Tg(gata2b:Gal4) marks hemogenic endothelial cells. Imaging is by confocal microscopy. (A) GFP⁺ endothelial cells in the trunk region of a gata2b:Gal4;UAS:GFP embryo at 24 hpf. (B-C′) gata2b:Gal4;UAS:lifeactGFP at 30 hpf and 3 dpf. (C′) An enlarged view of C, with thymus and kidney highlighted. (D,D′) Transverse (D) and lateral (D′) views of the trunk vasculature of 30 hpf gata2b:Gal4;UAS:GFP;kdrl:mCherry^mem. (E,E′) Transverse (E) and lateral (E′) views of a 48 hpf gata2b:Gal4;UAS:GFP;kdrl:Cre;actB2:LoxP-STOP-LoxP-DsRedEx embryo showing a GFP⁺ cell undergoing EHT. (F,F′) A representative Kaede⁺ cell in the trunk of a gata2b:Gal4;UAS:Kaede embryo before (F) and after (F′) photoconversion.
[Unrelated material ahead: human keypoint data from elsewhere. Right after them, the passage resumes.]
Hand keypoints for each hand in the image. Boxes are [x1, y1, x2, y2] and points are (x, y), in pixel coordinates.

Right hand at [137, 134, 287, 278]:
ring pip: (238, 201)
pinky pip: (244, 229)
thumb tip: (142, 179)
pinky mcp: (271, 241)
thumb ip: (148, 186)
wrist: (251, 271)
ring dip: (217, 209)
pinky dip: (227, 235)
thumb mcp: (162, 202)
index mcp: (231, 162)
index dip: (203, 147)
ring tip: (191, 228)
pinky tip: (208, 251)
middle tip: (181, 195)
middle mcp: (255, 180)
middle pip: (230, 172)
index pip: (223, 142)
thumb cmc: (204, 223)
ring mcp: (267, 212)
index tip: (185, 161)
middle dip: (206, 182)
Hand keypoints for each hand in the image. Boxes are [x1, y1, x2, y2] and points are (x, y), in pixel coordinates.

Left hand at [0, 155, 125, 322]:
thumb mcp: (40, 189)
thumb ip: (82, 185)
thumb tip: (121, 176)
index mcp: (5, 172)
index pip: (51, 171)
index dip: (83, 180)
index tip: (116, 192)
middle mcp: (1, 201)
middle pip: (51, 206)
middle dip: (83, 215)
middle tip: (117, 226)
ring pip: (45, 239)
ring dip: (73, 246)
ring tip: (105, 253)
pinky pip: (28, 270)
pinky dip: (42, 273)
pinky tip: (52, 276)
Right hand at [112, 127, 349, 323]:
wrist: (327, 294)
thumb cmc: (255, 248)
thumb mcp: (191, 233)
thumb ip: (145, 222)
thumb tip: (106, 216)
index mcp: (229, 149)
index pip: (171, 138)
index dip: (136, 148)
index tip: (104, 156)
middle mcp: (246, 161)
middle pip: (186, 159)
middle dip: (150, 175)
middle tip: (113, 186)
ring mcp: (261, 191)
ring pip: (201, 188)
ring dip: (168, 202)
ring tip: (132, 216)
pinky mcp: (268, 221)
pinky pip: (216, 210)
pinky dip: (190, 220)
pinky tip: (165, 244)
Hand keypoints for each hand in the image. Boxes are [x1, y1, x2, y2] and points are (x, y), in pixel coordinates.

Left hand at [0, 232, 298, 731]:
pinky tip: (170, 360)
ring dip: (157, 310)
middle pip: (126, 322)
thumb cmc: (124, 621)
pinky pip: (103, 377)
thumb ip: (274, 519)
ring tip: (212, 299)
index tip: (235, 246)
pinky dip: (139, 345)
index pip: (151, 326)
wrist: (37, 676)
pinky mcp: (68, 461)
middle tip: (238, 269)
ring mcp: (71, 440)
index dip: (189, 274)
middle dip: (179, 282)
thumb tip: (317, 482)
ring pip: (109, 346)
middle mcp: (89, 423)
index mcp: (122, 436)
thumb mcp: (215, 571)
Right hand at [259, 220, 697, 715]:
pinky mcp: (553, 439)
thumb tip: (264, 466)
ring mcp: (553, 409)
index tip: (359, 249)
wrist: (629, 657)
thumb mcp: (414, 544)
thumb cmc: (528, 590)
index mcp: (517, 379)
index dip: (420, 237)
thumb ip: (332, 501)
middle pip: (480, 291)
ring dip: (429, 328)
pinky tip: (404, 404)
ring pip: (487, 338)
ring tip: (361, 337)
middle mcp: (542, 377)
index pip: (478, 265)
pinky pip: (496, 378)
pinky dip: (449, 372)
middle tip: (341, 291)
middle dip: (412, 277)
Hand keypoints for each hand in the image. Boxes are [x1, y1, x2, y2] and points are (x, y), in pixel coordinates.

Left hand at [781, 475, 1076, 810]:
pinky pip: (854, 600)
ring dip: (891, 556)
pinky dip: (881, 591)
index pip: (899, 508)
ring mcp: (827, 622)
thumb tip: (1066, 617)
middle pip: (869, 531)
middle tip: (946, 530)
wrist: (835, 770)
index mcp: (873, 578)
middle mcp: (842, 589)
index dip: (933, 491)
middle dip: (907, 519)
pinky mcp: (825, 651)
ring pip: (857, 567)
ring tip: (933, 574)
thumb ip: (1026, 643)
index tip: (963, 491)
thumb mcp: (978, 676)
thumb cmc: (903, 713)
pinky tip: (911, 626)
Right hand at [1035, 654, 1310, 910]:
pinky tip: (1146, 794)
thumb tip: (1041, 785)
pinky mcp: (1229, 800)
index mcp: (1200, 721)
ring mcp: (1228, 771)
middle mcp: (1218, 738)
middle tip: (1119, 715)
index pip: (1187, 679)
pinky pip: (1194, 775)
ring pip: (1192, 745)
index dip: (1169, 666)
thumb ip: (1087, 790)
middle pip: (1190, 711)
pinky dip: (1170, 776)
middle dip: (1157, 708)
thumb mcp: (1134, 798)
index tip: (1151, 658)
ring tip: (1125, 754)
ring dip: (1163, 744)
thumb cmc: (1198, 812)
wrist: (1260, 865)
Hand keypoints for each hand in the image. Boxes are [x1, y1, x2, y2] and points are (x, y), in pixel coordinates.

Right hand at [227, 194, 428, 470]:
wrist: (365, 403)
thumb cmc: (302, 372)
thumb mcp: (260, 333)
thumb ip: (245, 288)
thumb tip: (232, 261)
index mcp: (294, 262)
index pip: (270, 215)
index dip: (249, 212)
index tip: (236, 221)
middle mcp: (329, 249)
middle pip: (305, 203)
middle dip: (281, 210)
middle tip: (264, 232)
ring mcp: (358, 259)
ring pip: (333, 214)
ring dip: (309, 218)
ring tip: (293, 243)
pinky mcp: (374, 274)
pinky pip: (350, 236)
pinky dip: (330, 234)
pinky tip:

Blue dashed lines indicate the approximate location of DA and PCV. (G) Thymus of a 4 dpf gata2b:Gal4;UAS:Kaede embryo that experienced photoconversion of a single aortic gata2b⁺ cell in the trunk at 46 hpf. White dashed line highlights the thymus region. T, thymus; K, kidney; A, aorta; V, vein.

Fig. 4.

gata2b⁺ cells give rise to adult blood. (A,B) Analysis of GFP⁺ cells in the whole kidney marrow (WKM). (A) Representative flow cytometry analysis of the adult WKM, including the distribution of erythroid (red), lymphoid (blue), precursor (purple), myeloid (green) and eosinophil (orange) populations. (B) Percentage and distribution of GFP⁺ cells from the WKM of adult zebrafish of the indicated genotypes. Scatter plots depict the forward and side scatter distribution of GFP⁺ cells from the WKM, with populations marked as in A for reference. For wild type (n=1), gata2a:GFP (n=2) and UAS:GFP (n=2), the indicated percentage corresponds to the representative scatter plot. For gata2b:Gal4;UAS:GFP (n=3) and gata2b:Gal4;UAS:lifeactGFP (n=3), a representative scatter plot is shown and the indicated percentage of GFP⁺ cells corresponds to the average±s.d. (C-E′) gata2b:Gal4;UAS:Cre;βactin:Switch-DsRed embryo at 3 dpf. (C,C′) DsRed fluorescence in the whole embryo. (D,D′) Enlarged view of thymus (T) and kidney (K) region from C,C′; P, pigment. (E,E′) Enlarged view of the CHT region from C,C′. (F) Representative flow cytometry analysis of adult WKM. (G) DsRed fluorescence of erythroid, lymphoid, precursor and myeloid fractions of WKM of βactin:Switch-DsRed (gray filled) and kdrl:Cre;βactin:Switch-DsRed (black line). (H) DsRed fluorescence of erythroid, lymphoid, precursor and myeloid fractions of WKM of UAS:Cre;βactin:Switch-DsRed (gray filled) and gata2b:Gal4;UAS:Cre;βactin:Switch-DsRed (black line). (I) Representative flow cytometry analysis of the adult spleen. (J) DsRed fluorescence of erythroid and lymphoid fractions of the spleen of βactin:Switch-DsRed (gray filled) and kdrl:Cre;βactin:Switch-DsRed (black line). (K) DsRed fluorescence of erythroid and lymphoid fractions of the spleen of UAS:Cre;βactin:Switch-DsRed (gray filled) and gata2b:Gal4;UAS:Cre;βactin:Switch-DsRed (black line). (G,H,J,K) Numbers indicate percentage of cells in the DsRed⁺ fraction.

Fig. 5.

gata2b is required for the formation of HSCs. (A-J) WISH of the indicated genes in wild-type embryos and gata2b morphant siblings at the stages indicated. (A′,B′,C′,D′,G′,H′,I′,J′) Magnified views of the trunk region. (E′,F′) Magnified views of the thymus region (dashed ovals) of E,F. The number of embryos showing the illustrated phenotype among the total examined is indicated. Scale bars: 250 µm.

Fig. 6.

Notch and non-canonical Wnt signaling contribute to gata2b expression in hemogenic endothelium. (A-D) WISH of runx1 and gata2b expression in control and mib morphant siblings. (E-H) Expression of runx1 and gata2b in embryos treated with DMSO or the γ-Secretase inhibitor DBZ from 10 to 24 hpf. (I-L) Expression of runx1 and gata2b in control and wnt16 morphant siblings. Scale bar: 250 µm.

Fig. 7.

notch1a and notch1b are required for expression of gata2b, but not gata2a, within the endothelium. (A-F) Expression of runx1 (A,B), gata2b (C,D) and gata2a (E,F) in control and notch1a morphant siblings. (G-L) Expression of runx1 (G,H), gata2b (I,J) and gata2a (K,L) in control and notch1b morphant siblings. Scale bars: 250 µm.